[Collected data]
····················

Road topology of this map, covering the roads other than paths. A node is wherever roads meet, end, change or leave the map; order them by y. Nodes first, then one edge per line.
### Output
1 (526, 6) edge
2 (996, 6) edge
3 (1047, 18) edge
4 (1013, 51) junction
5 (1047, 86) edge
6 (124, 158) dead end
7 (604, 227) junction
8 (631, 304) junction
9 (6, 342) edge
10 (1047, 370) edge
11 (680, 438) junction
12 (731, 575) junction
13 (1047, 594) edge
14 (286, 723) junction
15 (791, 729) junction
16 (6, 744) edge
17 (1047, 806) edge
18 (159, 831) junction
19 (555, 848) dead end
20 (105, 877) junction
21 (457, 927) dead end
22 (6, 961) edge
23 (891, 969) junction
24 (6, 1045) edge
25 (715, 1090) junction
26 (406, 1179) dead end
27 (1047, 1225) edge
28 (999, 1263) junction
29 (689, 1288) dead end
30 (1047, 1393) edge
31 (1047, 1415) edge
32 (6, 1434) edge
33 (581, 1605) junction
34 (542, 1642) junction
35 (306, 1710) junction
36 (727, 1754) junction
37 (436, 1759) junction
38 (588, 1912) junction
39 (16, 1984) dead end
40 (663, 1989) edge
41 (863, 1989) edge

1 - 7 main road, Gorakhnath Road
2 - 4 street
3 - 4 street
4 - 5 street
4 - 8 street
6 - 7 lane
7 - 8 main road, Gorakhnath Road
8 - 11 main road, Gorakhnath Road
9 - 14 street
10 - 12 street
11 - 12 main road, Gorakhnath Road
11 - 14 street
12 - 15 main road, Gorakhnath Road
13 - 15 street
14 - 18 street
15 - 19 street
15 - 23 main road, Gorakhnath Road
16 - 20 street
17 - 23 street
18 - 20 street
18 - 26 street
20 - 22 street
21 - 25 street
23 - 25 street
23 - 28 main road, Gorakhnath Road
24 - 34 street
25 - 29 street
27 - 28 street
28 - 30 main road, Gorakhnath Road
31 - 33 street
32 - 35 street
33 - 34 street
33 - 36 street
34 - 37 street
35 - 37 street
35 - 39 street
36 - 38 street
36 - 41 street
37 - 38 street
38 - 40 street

····················

* WHAT IS BEING ASKED
Copy out all the entries shown above, character for character.

* ANSWER AREA
Road topology of this map, covering the roads other than paths. A node is wherever roads meet, end, change or leave the map; order them by y. Nodes first, then one edge per line.
### Output
1 (526, 6) edge
2 (996, 6) edge
3 (1047, 18) edge
4 (1013, 51) junction
5 (1047, 86) edge
6 (124, 158) dead end
7 (604, 227) junction
8 (631, 304) junction
9 (6, 342) edge
10 (1047, 370) edge
11 (680, 438) junction
12 (731, 575) junction
13 (1047, 594) edge
14 (286, 723) junction
15 (791, 729) junction
16 (6, 744) edge
17 (1047, 806) edge
18 (159, 831) junction
19 (555, 848) dead end
20 (105, 877) junction
21 (457, 927) dead end
22 (6, 961) edge
23 (891, 969) junction
24 (6, 1045) edge
25 (715, 1090) junction
26 (406, 1179) dead end
27 (1047, 1225) edge
28 (999, 1263) junction
29 (689, 1288) dead end
30 (1047, 1393) edge
31 (1047, 1415) edge
32 (6, 1434) edge
33 (581, 1605) junction
34 (542, 1642) junction
35 (306, 1710) junction
36 (727, 1754) junction
37 (436, 1759) junction
38 (588, 1912) junction
39 (16, 1984) dead end
40 (663, 1989) edge
41 (863, 1989) edge

1 - 7 main road, Gorakhnath Road
2 - 4 street
3 - 4 street
4 - 5 street
4 - 8 street
6 - 7 lane
7 - 8 main road, Gorakhnath Road
8 - 11 main road, Gorakhnath Road
9 - 14 street
10 - 12 street
11 - 12 main road, Gorakhnath Road
11 - 14 street
12 - 15 main road, Gorakhnath Road
13 - 15 street
14 - 18 street
15 - 19 street
15 - 23 main road, Gorakhnath Road
16 - 20 street
17 - 23 street
18 - 20 street
18 - 26 street
20 - 22 street
21 - 25 street
23 - 25 street
23 - 28 main road, Gorakhnath Road
24 - 34 street
25 - 29 street
27 - 28 street
28 - 30 main road, Gorakhnath Road
31 - 33 street
32 - 35 street
33 - 34 street
33 - 36 street
34 - 37 street
35 - 37 street
35 - 39 street
36 - 38 street
36 - 41 street
37 - 38 street
38 - 40 street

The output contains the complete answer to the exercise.